# TASK ITEM
Every entry below should be printed exactly, without its images.

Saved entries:

"""

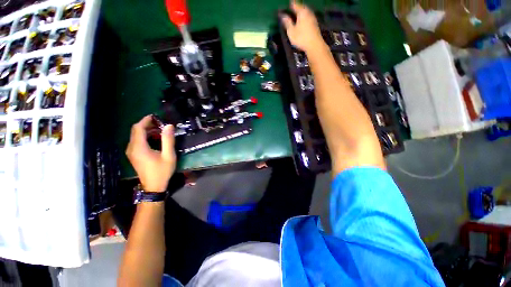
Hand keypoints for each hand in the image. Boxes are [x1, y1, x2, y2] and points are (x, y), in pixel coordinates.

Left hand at [126, 115, 175, 192]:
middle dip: (147, 124)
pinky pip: (137, 141)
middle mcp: (132, 148)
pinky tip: (155, 139)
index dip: (146, 120)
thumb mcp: (168, 155)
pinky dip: (145, 136)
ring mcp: (131, 152)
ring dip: (147, 130)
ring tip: (161, 130)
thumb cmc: (162, 171)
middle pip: (136, 130)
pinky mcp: (133, 155)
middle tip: (161, 124)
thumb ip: (168, 140)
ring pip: (136, 135)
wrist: (154, 186)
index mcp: (139, 147)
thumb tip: (169, 126)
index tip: (156, 117)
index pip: (138, 128)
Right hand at [280, 1, 325, 53]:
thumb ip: (287, 22)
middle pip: (301, 7)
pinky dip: (304, 17)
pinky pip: (308, 17)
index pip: (294, 4)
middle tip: (291, 8)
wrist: (314, 45)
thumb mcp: (291, 31)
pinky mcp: (315, 24)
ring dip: (300, 12)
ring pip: (305, 12)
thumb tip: (283, 15)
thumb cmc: (301, 38)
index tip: (286, 5)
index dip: (290, 5)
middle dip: (296, 7)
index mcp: (301, 12)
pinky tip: (302, 20)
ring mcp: (312, 17)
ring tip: (296, 14)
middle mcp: (308, 12)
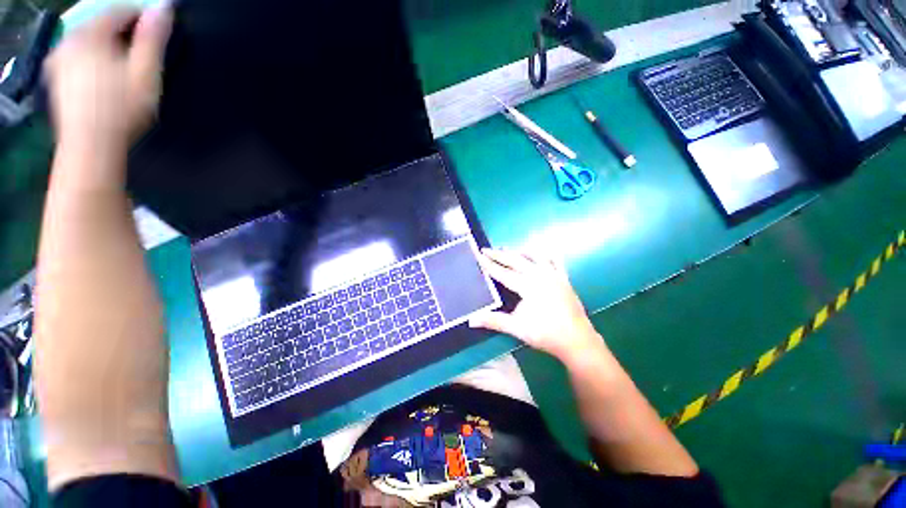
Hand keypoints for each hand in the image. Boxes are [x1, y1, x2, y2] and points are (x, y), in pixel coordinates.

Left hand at [45, 5, 172, 149]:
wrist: (90, 146)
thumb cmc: (122, 110)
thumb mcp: (146, 73)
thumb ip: (153, 39)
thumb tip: (164, 8)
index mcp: (91, 34)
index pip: (119, 11)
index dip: (140, 18)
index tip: (156, 33)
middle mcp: (70, 39)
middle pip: (101, 24)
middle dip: (122, 33)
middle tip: (141, 52)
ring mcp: (59, 58)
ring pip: (88, 39)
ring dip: (107, 45)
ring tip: (123, 64)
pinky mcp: (56, 76)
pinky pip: (77, 54)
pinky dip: (93, 56)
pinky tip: (103, 74)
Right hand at [469, 248, 604, 363]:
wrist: (577, 341)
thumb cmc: (545, 334)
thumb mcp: (517, 328)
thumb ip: (493, 321)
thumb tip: (471, 320)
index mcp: (527, 286)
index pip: (502, 272)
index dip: (489, 264)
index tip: (478, 254)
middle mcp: (540, 275)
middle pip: (515, 260)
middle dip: (499, 254)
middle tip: (487, 249)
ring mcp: (553, 275)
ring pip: (533, 256)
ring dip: (518, 252)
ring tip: (507, 250)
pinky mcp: (563, 278)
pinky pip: (553, 260)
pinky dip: (543, 255)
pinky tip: (537, 255)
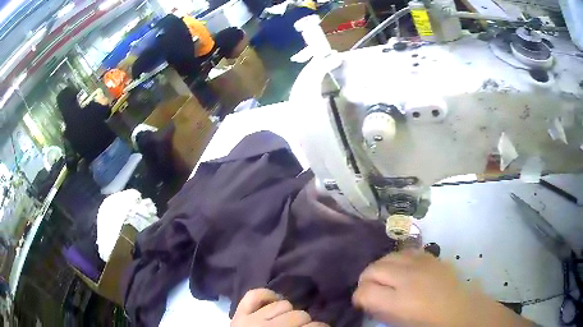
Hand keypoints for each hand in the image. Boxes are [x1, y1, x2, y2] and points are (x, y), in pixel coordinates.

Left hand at [231, 288, 327, 326]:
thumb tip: (320, 326)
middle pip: (299, 315)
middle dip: (306, 321)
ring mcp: (251, 319)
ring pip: (283, 304)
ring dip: (289, 311)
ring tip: (288, 319)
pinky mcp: (239, 314)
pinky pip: (254, 295)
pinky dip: (266, 295)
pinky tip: (274, 301)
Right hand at [353, 251, 533, 326]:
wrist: (461, 311)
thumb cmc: (430, 323)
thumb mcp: (400, 323)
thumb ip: (380, 310)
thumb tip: (367, 300)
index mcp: (399, 301)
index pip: (364, 291)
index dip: (358, 298)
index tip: (361, 303)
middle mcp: (408, 278)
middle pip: (372, 269)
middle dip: (365, 281)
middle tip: (370, 291)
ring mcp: (421, 264)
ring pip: (387, 257)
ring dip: (380, 268)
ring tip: (385, 279)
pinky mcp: (430, 257)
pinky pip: (405, 252)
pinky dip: (397, 260)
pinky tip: (402, 269)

"""

# EXERCISE SOLUTION
Hand keypoints for each hand in the image. Boxes are [x1, y1, x2, y2] and points are (x, y), in pixel coordinates.

Left hand at [126, 115, 175, 192]:
middle dip: (147, 124)
pinky pip: (137, 141)
middle mcp: (132, 148)
pinky tip: (155, 139)
index dip: (146, 120)
thumb mcp: (168, 155)
pinky dip: (145, 136)
ring mcp: (131, 152)
ring dip: (147, 130)
ring tip: (161, 130)
thumb cmc: (162, 171)
middle pip: (136, 130)
pinky mcp: (133, 155)
middle tip: (161, 124)
thumb ip: (168, 140)
ring pip: (136, 135)
wrist: (154, 186)
index mcp: (139, 147)
thumb tip: (169, 126)
index tip: (156, 117)
index pip: (138, 128)
Right hand at [280, 1, 325, 53]:
thumb ip: (287, 22)
middle pip: (301, 7)
pinky dip: (304, 17)
pinky pip: (308, 17)
index pip: (294, 4)
middle tip: (291, 8)
wrist: (314, 45)
thumb mcp: (291, 31)
pinky mcp: (315, 24)
ring dip: (300, 12)
ring pip: (305, 12)
thumb tip: (283, 15)
thumb cmc: (301, 38)
index tip: (286, 5)
index dip: (290, 5)
middle dip: (296, 7)
index mcp: (301, 12)
pinky tip: (302, 20)
ring mcp: (312, 17)
ring tip: (296, 14)
middle mcp: (308, 12)
Hand keypoints for each hand in the image. Boxes are [x1, y1, x2, y2] and points are (x, y), in pixel coordinates.

Left hand at [45, 5, 172, 149]:
wrist: (90, 146)
thumb cmc: (122, 110)
thumb mcp: (146, 73)
thumb ip: (153, 39)
thumb tip: (164, 8)
index mcp: (91, 34)
index pip: (119, 11)
index dip: (140, 18)
index tip: (156, 33)
middle mcp: (70, 39)
middle pip: (101, 24)
middle dip: (122, 33)
middle tip: (141, 52)
ring mcp: (59, 58)
ring pip: (88, 39)
ring dip: (107, 45)
ring tip: (123, 64)
pinky mcp: (56, 76)
pinky pip: (77, 54)
pinky dip: (93, 56)
pinky tip: (103, 74)
Right hand at [469, 248, 604, 363]:
wrist: (577, 341)
thumb cmc: (545, 334)
thumb mcp: (517, 328)
thumb ip: (493, 321)
thumb tip: (471, 320)
index mcp: (527, 286)
index pip: (502, 272)
index dip: (489, 264)
index tip: (478, 254)
middle mcp: (540, 275)
middle pip: (515, 260)
middle dip: (499, 254)
middle tip: (487, 249)
ring mcp: (553, 275)
ring pip: (533, 256)
ring dip: (518, 252)
ring tip: (507, 250)
pinky mcp: (563, 278)
pinky pip: (553, 260)
pinky dip: (543, 255)
pinky tip: (537, 255)
Hand keypoints for each hand in the image. Boxes are [x1, y1, x2, y2] and points are (x, y), in pixel coordinates.

Left hand at [231, 288, 327, 326]:
thumb tip: (320, 326)
middle pip: (299, 315)
middle dip: (306, 321)
ring mcp: (251, 319)
ring pip: (283, 304)
ring dip: (289, 311)
ring tip: (288, 319)
pinky mcp: (239, 314)
pinky pip: (254, 295)
pinky dip: (266, 295)
pinky tip: (274, 301)
Right hand at [353, 251, 533, 326]:
wrist: (461, 311)
thumb cmc: (430, 323)
thumb mcp: (400, 323)
thumb ip: (380, 310)
thumb tip: (367, 300)
index mcp: (399, 301)
index pip: (364, 291)
index dip: (358, 298)
index tip: (361, 303)
middle mcp: (408, 278)
middle pip: (372, 269)
middle dip: (365, 281)
middle tip: (370, 291)
ring mcp: (421, 264)
ring pip: (387, 257)
ring dip: (380, 268)
ring tip: (385, 279)
pinky mcp: (430, 257)
pinky pip: (405, 252)
pinky dip: (397, 260)
pinky tip: (402, 269)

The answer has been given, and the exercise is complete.